A serious call … God might speak through him, Ernest surmises, if it weren’t for his own personal belly-god, that shabby demon, pumping out ‘so much rammel and trash’. As it is, God lurks around, even if manifesting Himself chiefly through Ernest’s favourite quotation, from Job: ‘the ear trieth words, as the mouth tasteth meat.’ (Indeed, the author’s best sayings are often of a Biblical turn: ‘Pint jars are soonest emptied.’) Ernest now takes a job as entertainer on the Mediterranean cruise liner George Psalmanazar, ‘an antidote to the daily doses of antiquity handed out to the passengers’. He is also on the run, for by this time a further aspect of the artist’s life has been revealed: Ernest is being hunted (or thinks he is) by Maoists, fascists, divorce detectives, divers madmen, a murderous husband, Maenads, bard-butchering Druids, and God, who wields him as he wields the characters of his tales. Worst of all, he is hunted, or possessed, by his characters, cannibalisations of real people, a bit from here and a bit from there. The plot grows more complicated, more hectic, than allegory – a potent yet spare and fragile mode – can support, and a somewhat confusing climax is reached when, relating a story about a sadistic killer loose on a cruise liner (some antidote to the antiquities!), Ernest spins himself into the yarn. Tell a story, and you invite it to come true. Or, ‘he who lives by the word dies by the word.’

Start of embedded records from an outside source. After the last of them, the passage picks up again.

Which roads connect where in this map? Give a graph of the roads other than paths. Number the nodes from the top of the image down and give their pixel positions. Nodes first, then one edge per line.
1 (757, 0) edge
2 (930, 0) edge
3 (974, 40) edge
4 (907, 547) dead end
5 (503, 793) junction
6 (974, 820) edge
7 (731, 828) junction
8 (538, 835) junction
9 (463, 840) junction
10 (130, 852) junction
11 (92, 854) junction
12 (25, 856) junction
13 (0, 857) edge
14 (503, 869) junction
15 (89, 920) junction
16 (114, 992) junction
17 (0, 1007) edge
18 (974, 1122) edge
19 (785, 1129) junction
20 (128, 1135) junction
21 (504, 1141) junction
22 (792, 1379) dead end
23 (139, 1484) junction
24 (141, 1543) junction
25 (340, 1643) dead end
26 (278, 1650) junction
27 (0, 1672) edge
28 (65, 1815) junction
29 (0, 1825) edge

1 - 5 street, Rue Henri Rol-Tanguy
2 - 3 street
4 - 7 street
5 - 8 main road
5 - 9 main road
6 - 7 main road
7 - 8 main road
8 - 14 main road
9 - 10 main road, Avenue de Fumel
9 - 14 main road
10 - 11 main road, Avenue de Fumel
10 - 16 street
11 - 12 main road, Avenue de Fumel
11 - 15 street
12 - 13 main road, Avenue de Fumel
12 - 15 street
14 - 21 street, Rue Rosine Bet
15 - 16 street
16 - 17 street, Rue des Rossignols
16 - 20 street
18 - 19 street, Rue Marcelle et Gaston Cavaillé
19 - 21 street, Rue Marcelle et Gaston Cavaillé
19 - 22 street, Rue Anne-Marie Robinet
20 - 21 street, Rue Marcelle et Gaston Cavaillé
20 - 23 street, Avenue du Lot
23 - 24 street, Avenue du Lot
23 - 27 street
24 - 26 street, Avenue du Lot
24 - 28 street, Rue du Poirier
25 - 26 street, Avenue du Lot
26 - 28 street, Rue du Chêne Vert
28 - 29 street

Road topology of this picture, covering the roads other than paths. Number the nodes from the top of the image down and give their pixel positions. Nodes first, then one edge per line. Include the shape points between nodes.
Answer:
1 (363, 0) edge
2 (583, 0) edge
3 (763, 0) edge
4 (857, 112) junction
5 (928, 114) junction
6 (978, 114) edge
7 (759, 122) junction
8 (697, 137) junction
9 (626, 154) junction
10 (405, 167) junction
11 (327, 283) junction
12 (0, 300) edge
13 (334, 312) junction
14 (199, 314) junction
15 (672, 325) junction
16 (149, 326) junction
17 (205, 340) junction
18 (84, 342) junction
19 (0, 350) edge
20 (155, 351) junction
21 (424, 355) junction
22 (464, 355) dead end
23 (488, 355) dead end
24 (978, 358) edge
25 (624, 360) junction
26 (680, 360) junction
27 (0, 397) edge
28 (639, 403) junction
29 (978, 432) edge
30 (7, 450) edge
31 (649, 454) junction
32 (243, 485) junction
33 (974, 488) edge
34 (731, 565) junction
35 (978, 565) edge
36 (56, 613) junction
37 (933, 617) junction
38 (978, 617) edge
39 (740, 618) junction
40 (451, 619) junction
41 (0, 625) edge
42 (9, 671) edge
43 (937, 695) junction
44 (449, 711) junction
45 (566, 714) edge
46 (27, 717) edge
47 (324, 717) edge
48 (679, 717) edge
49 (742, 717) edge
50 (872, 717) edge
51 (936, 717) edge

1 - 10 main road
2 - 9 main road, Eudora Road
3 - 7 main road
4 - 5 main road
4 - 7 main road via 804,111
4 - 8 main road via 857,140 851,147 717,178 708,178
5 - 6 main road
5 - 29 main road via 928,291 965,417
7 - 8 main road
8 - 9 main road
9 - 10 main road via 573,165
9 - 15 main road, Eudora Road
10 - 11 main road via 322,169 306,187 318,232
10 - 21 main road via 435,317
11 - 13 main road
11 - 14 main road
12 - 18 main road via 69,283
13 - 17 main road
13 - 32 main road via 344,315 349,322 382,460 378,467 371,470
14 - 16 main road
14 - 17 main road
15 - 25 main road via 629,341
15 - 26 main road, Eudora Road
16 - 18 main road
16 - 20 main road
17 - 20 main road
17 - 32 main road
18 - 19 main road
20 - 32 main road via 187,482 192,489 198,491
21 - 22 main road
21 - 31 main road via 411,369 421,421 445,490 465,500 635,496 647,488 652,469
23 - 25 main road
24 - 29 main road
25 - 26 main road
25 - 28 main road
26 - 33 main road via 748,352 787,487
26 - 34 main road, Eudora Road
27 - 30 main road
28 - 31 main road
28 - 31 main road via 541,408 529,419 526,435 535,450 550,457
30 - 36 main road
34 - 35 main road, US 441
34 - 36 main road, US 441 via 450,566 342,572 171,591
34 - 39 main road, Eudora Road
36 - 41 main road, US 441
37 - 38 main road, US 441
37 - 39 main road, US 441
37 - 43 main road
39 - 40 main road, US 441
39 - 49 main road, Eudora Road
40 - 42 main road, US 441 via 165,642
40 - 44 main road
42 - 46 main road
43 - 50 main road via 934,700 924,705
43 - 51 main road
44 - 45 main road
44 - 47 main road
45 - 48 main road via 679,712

Perhaps this reading of the book as a roughneck enactment of the splendours and (rather more thoroughly) the miseries of the creative life is an example of reviewers’ sophistication? Well, if the flavour of the stew is open to dispute, there are certainly lots of meaty gobbets in it. Those who are left cold by the fable I have adumbrated can read The Storyteller for the stories told therein by Ernest Cotgrave. It makes a lively anthology. Aptly enough, our last glimpse of Ernest, after ECT, shows him writing his stories down on paper. Living by the printed word is at least a little less dangerous than living by the spoken one. And Ernest will go on telling his tales, willynilly, from the cot right up to the grave.